I have a PHP script which fetches data from Salesforce via the Salesforce API and writes the output to a file using file_put_contents. The data is a mixture of Korean characters and English characters.
When I run the script on a box (1) running Red Hat Enterprise Linux ES release 4 (Nahant Update 8) with PHP 5.2.8 and a similar box (2) running PHP 5.3.6 the spaces in between the Korean characters disappear.
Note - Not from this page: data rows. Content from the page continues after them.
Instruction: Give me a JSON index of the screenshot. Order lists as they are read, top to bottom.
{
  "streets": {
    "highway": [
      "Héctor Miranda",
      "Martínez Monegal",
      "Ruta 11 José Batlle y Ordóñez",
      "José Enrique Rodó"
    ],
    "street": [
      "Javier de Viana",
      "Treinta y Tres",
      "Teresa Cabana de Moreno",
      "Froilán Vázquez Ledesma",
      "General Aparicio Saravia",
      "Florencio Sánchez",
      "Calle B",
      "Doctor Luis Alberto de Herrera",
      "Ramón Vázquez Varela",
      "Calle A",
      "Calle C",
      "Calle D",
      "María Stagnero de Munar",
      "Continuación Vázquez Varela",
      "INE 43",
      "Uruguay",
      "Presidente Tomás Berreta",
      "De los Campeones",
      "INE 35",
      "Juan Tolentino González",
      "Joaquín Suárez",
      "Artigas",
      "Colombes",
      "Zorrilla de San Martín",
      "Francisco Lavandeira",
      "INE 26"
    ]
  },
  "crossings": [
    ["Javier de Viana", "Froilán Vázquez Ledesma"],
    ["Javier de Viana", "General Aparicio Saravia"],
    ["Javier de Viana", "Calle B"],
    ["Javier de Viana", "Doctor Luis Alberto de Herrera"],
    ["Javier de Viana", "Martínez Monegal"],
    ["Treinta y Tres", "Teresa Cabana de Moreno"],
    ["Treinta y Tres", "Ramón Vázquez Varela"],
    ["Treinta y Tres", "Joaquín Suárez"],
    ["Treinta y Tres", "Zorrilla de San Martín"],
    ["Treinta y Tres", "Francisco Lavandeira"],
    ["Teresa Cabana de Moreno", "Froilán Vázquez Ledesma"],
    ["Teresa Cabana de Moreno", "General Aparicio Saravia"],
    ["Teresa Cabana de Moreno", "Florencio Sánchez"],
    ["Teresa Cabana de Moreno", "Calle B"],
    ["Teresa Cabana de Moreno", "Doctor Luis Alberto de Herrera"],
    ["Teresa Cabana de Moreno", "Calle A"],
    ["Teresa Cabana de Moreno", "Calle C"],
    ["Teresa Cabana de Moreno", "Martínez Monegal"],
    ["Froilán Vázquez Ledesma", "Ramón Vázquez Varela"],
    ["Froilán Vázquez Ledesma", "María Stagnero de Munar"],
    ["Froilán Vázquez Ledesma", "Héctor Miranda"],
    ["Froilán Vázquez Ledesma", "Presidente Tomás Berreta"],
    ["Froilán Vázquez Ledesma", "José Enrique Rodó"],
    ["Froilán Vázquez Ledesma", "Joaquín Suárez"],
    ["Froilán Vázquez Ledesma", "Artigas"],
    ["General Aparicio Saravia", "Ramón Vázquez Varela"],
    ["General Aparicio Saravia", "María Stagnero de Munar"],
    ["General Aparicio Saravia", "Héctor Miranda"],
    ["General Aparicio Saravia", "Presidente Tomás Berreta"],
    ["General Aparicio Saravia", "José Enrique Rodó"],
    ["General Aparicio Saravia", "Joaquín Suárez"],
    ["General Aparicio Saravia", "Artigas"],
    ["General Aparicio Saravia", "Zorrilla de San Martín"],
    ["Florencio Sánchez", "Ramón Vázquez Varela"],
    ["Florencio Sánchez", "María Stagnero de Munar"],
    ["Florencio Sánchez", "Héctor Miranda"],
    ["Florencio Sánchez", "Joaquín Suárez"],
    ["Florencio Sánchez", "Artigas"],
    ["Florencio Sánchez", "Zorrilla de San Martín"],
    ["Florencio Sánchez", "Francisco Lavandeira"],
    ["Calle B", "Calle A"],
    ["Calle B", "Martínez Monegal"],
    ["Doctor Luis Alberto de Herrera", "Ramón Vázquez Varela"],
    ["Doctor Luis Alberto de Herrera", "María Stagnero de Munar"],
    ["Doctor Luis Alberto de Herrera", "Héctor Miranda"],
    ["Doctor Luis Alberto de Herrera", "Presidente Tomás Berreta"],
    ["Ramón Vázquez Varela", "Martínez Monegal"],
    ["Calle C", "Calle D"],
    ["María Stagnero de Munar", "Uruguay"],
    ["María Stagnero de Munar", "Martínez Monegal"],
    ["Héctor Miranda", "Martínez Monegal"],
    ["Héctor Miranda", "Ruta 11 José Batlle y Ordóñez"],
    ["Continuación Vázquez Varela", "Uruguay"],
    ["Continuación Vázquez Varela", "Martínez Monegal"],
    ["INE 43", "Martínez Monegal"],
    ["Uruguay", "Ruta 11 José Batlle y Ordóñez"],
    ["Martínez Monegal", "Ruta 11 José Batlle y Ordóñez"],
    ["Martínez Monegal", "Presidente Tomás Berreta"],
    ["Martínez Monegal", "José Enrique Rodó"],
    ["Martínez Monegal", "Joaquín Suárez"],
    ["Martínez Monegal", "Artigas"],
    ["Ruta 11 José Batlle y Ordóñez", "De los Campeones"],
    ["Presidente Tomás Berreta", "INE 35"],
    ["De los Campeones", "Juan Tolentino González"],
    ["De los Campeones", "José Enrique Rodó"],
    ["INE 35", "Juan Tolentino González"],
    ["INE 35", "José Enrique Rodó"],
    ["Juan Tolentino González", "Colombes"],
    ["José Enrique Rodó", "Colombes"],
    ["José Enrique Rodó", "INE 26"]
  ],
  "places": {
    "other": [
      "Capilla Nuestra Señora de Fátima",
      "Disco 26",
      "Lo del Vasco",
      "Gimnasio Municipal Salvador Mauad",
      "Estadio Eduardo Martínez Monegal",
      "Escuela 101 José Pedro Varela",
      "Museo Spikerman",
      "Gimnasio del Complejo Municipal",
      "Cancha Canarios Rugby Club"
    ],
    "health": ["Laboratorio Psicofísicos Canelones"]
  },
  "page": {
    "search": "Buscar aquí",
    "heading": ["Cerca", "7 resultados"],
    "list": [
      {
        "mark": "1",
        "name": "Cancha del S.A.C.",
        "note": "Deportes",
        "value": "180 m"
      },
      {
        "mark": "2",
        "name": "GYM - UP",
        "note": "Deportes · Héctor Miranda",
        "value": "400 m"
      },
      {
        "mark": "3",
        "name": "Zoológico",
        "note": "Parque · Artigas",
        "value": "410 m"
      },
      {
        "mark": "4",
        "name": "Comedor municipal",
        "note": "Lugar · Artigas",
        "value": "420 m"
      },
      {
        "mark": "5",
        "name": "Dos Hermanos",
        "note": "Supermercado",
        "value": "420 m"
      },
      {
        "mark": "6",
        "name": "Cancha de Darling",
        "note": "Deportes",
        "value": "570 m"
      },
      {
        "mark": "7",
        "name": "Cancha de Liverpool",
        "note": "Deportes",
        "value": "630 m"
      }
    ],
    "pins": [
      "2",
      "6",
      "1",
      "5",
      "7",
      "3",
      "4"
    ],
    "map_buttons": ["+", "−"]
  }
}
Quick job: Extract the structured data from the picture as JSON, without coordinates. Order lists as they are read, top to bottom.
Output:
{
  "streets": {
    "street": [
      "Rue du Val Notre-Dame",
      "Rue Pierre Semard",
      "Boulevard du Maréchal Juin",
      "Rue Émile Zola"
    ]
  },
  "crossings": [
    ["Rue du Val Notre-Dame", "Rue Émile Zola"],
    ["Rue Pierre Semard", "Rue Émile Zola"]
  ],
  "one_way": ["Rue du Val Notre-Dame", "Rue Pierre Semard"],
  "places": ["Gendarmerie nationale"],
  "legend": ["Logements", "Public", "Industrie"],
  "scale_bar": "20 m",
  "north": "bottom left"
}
e.g. (Using K to represent a Korean character and E to represent an English character)
EEEEEEEEK KKK KKKK EEE KKKK is appearing as EEEEEEEEKKKKKKKK EEE KKKK
However when I run the script on a box (3) running CentOs with PHP 5.3.5 or on (4) my local windows machine with PHP 5.3.6 the text in the file is correct.
Can anyone suggest what the problem might be?
EDIT – Originally I was accessing the php script via a browser however to (hopefully) simplify the problem I am currently storing the output in a text file and downloading it to my windows machine.
EDIT – Hex version
Original text – CFD란 무엇입니까?
Hex from (1) – 43 46 44 eb 9e 80 eb ac b4 ec 97 87 ec 9e 85 eb 8b 88 ea b9 8c 3f
Hex from (3) – 43 46 44 eb 9e 80 20 eb ac b4 ec 97 87 ec 9e 85 eb 8b 88 ea b9 8c 3f
EDIT – Code used to select text (with user, pass, table, id and path omitted)
<?php
ini_set("soap.wsdl_cache_enabled", "0");
require_once ("../soapclient/SforcePartnerClient.php");
require_once ("../soapclient/SforceHeaderOptions.php");
$partner_wsdl = "../soapclient/new-partner.wsdl.xml";
$client = new SforcePartnerClient();
$client->createConnection($partner_wsdl);
$loginResult = $client->login('--user--', '--pass--');
$query = "Select Name FROM --table-- WHERE Id = '--id--'";
$response = $client->query($query);
echo'<pre>';print_r($response);echo'</pre>';
$queryResult = new QueryResult($response);
foreach ($queryResult->records as $qr) {
$content = $qr->fields->Name;
file_put_contents('--path--',$content);
}
?>
After more research I discovered a function in the SforcePartnerClient.php
is returning different values depending on the box used.
Box 1 and 2:
Box 3 and 4:
When this is combined with / parsed / converted using the XML parser (later in the file) and WSDL file the XML parser strips any white space that occurs between consecutive &#xxxxx; s – I believe this is related to a bug https://bugs.php.net/bug.php?id=33240 to avoid this I suggest commenting out line 364 of SforcePartnerClient.php
Unfortunately I do not know if this will have any adverse effects on other code using SforcePartnerClient.php.